Péter Szijjártó, Minister of Foreign Affairs and Trade, said the Hungarian government has refused to contribute 6.5 billion euros of compensation to European Union member states that have shipped arms to Ukraine.
Minister Szijjártó told a press conference after a meeting of the EU Foreign Affairs Council that Hungary raised the sole veto to the payment of approximately 6.5 billion euros from the European Peace Facility to member states that have supplied weapons to Ukraine, thereby withholding around 77 million euros of Hungarian money.
The foreign minister added that neither had Hungary supplied weapons nor contributed to the shipment of arms.
But if the other EU member states "want to do so voluntarily, Hungary will not stand in their way", he said.
Hungary will not give a nod to relocating an EU training mission coordination unit to Kyiv, or the deployment of EU advisors to Kyiv to coordinate the reform of the Ukrainian security sector, he added.
Minister Szijjártó said deploying people to Kyiv for the purposes of training, coordination and advice as part of an EU programme was "extremely risky" and risked escalation.
Regarding the 15th sanctions package against Russia, which allows Hungarian oil and gas company MOL to export products derived from Russian crude oil, the minister called the exemption "important". "As we managed to strip out the crazy ideas ... we did not veto it in the end," he said.
Commenting on the attempt to put Patriarch Kirill on the sanctions list, he said punishing church leaders "should be avoided at all costs", adding that all hopes for peace would be lost if lines of communication involving churches were cut.
Also, he said the EU had also tried to put Russia's UN ambassador on the list, "which is strange as the UN is the last port of call for political consultations..."

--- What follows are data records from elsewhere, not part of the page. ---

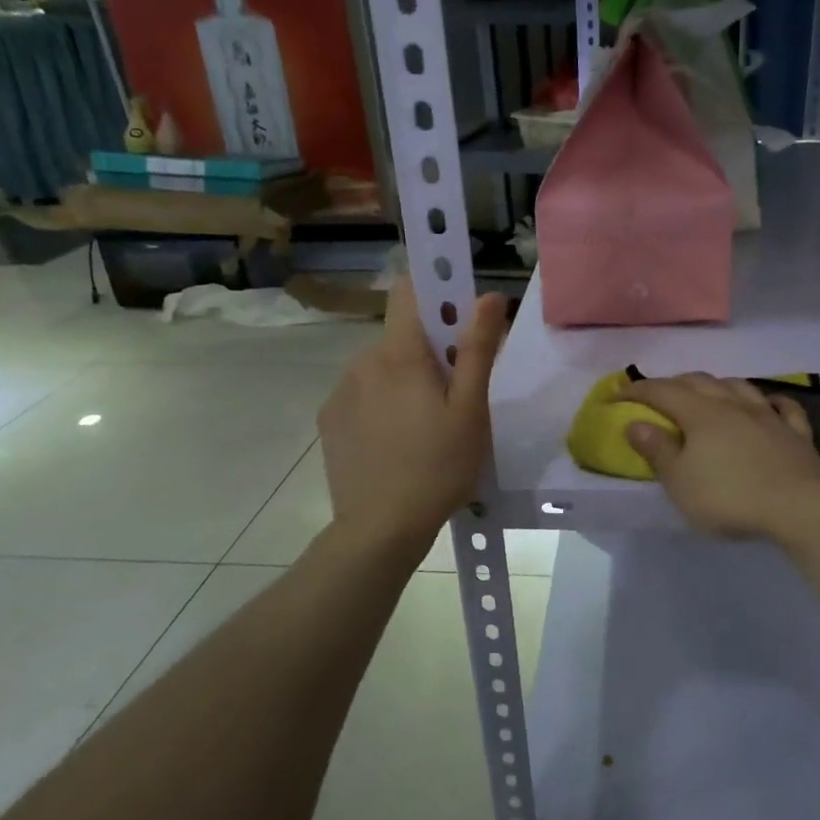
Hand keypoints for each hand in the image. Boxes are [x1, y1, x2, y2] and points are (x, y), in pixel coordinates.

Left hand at [318, 282, 507, 550]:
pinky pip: (362, 393)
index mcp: (401, 354)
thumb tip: (490, 296)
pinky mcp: (329, 418)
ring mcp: (340, 390)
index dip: (436, 291)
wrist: (380, 529)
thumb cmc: (439, 467)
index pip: (409, 290)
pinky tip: (396, 442)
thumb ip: (479, 349)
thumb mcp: (471, 409)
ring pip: (381, 365)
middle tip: (453, 396)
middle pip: (401, 335)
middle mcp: (362, 360)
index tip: (459, 315)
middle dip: (429, 351)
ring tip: (424, 427)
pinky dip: (381, 403)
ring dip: (404, 378)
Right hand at [618, 373, 819, 542]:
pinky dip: (769, 401)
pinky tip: (767, 404)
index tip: (616, 395)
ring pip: (739, 386)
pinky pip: (782, 406)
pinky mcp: (796, 433)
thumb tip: (635, 423)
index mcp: (701, 414)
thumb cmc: (730, 497)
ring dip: (717, 386)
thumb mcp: (681, 482)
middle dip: (674, 383)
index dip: (636, 391)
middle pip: (699, 382)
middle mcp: (733, 405)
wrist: (801, 508)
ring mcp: (768, 415)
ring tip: (707, 394)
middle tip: (657, 396)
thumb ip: (658, 450)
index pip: (662, 392)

"We vetoed this and also signalled that we won't at all support the sanctioning of the Russian Olympic Committee. Mixing sports and politics ... is unacceptable."
Minister Szijjártó said a new reality had emerged in the war in Ukraine owing to the election win of Donald Trump and to Russian military victories on the battlefield. Far from being "Putinist propaganda," even his Ukrainian counterpart had confirmed the facts on the ground, he added.

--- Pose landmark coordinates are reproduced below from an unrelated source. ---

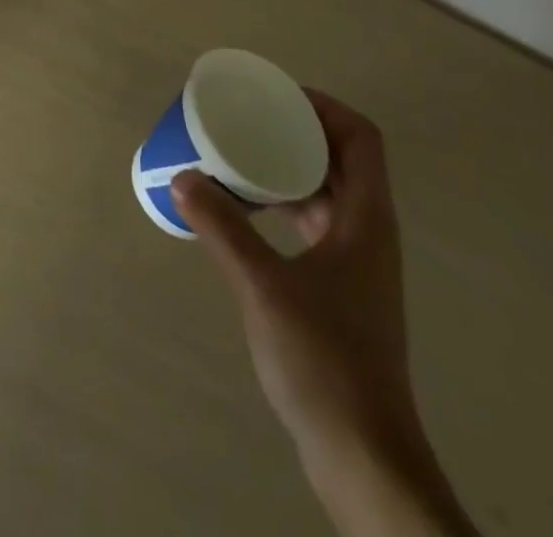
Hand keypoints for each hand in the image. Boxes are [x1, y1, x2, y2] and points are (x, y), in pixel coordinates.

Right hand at [174, 94, 476, 535]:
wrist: (363, 456)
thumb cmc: (324, 360)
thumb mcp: (263, 285)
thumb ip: (222, 228)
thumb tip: (183, 177)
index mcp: (366, 218)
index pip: (361, 137)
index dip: (323, 106)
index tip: (276, 96)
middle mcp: (369, 232)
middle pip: (342, 159)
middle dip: (298, 131)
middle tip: (249, 119)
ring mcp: (358, 264)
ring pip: (328, 193)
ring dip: (289, 169)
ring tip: (241, 157)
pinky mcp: (343, 291)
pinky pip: (315, 225)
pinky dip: (285, 206)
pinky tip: (249, 213)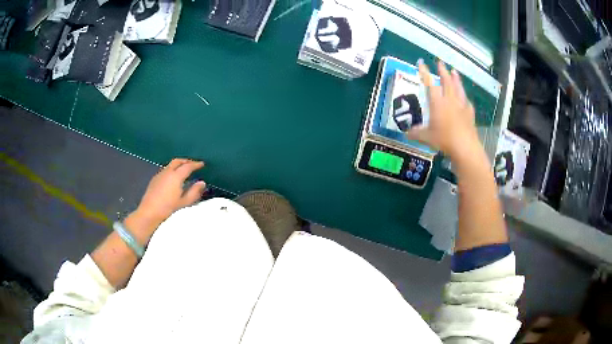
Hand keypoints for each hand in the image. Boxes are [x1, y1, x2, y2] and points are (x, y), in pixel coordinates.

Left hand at [133, 158, 205, 231]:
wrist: (150, 212)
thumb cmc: (168, 207)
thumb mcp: (184, 202)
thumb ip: (194, 192)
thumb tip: (202, 183)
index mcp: (176, 176)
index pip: (188, 166)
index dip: (196, 164)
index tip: (202, 164)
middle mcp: (168, 172)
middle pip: (178, 161)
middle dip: (186, 161)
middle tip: (193, 164)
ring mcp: (160, 174)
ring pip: (171, 165)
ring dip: (178, 164)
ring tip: (183, 170)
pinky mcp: (154, 179)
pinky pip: (165, 169)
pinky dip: (172, 169)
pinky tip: (173, 178)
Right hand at [407, 60, 480, 158]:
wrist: (465, 146)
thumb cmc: (444, 140)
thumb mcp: (426, 137)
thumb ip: (416, 133)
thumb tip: (406, 133)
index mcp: (437, 103)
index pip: (429, 83)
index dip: (424, 72)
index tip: (421, 62)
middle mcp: (449, 100)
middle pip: (446, 81)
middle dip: (442, 71)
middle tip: (440, 62)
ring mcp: (461, 106)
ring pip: (458, 88)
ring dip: (456, 79)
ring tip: (455, 71)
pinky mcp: (469, 113)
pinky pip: (467, 102)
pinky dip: (465, 98)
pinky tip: (465, 98)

He said that, "sadly", this new state of affairs had been ignored in Brussels as most EU member states were still pushing a "failed war strategy" and feeding the risk of escalation.
Regarding a Christmas truce, he said no one at today's council meeting had backed a ceasefire "that would save lives". Some at the meeting had even spoken against the proposal of a truce, he added.
Minister Szijjártó called his Polish counterpart's suggestion that Ukrainian men of military age living in the EU should have their social support withdrawn "harsh".